This is a piece by On the Media's Brooke Gladstone from before the AM database leak, June 24, intervewing Paul Ford (of "What is Code" fame).

There's audio if you prefer here: http://www.onthemedia.org/story/what-can-we-learn-ashley-mad...

It's an intelligent piece and hits on many of the themes revealed since:

Brooke Gladstone: You wrote that at it's heart, this problem with protecting our data stems from, essentially, a conflict between the centralized and decentralized Internet, and that we've always been at one end or the other, swinging like a pendulum

...

Paul Ford: See, I read this book in 2002 called Translucent Databases by a guy named Peter Wayner. It's a short book and it just describes an approach to obscuring data inside of a data base so that it's still useful in some ways. You might know the zip code but not know the street address and so on. The user of the website, they might have full access to it. They can update their name, they can change their address, whatever. They can make decisions about how they want that information to be used as well, but what it really does is scramble the eggs. It's an approach to just hiding and obscuring as much by default as possible, adding lots of garbage and then hashing that all together into a big mess.

B: So this idea has been around for a while but these big centralized sites have not picked up on it, I assume because it runs counter to their desire to market the information they've assembled or to market to their customers.

...

PF: ...I'm starting to wonder (if) maybe the best thing to do is erase my own history, just get rid of it. Maybe that's the only way out for us right now, just to start to travel a little bit lighter, throw stuff away, have less digital footprint.

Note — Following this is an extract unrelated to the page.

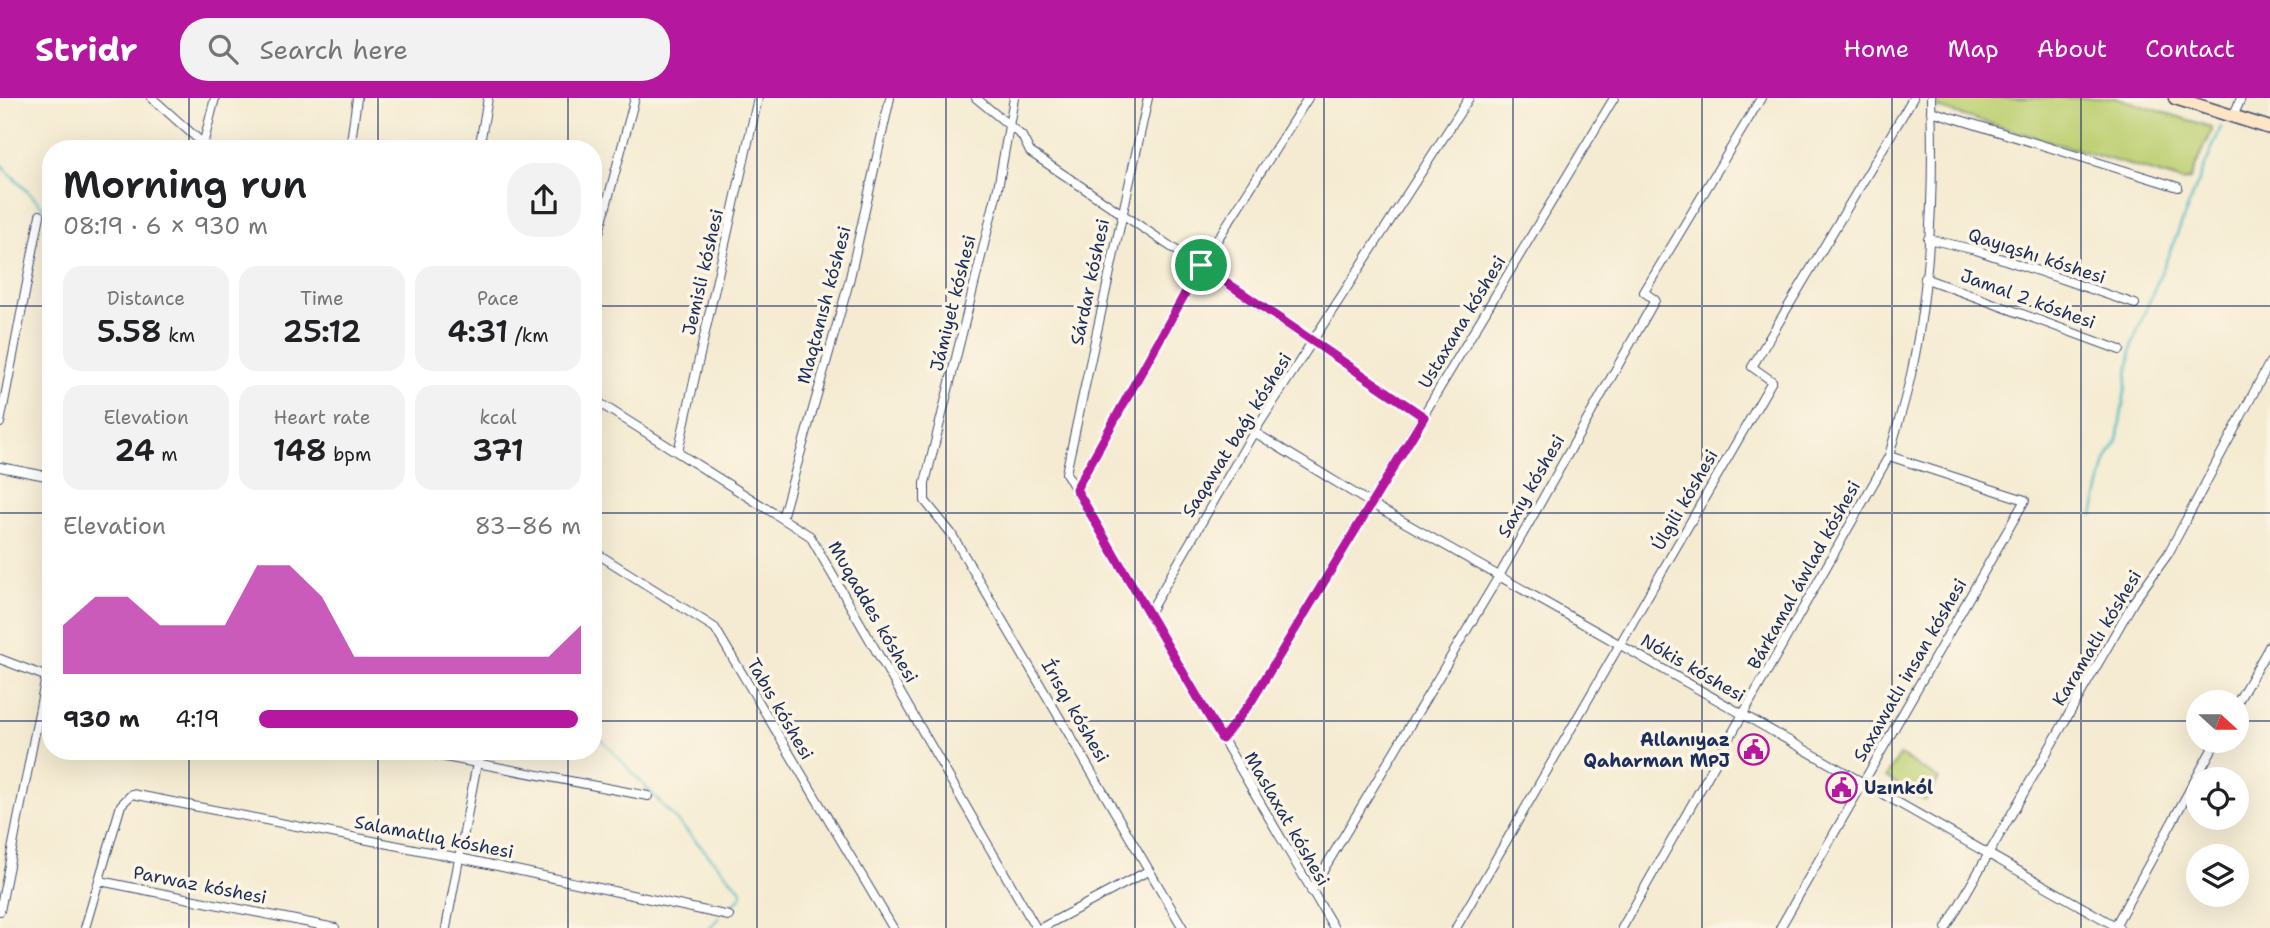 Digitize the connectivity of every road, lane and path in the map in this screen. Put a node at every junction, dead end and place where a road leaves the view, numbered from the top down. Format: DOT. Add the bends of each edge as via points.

The key theme I'd like to add is this: Data is Liability.

Again and again, that's the message from data disclosures.

An exceptionally peculiar aspect of digital data is that, while it may remain in the boxes and cages provided for it, it's got a notable tendency to find itself liberated. Often without warning, and not detected for days, weeks, months, or longer, afterward (as in this case). In the real world we've got friction, especially associated with data processing and transfer. In digital form, far less so. Sometimes friction is good.

See:

Steve Bellovin's "If it Doesn't Exist, it Can't be Abused" https://www.cs.columbia.edu/~smb/blog/2014-11/2014-11-11.htm... (h/t Don Marti http://zgp.org)

"Personal data is as hot as nuclear waste" http://www.theguardian.com/technology/2008/jan/15/data.secur...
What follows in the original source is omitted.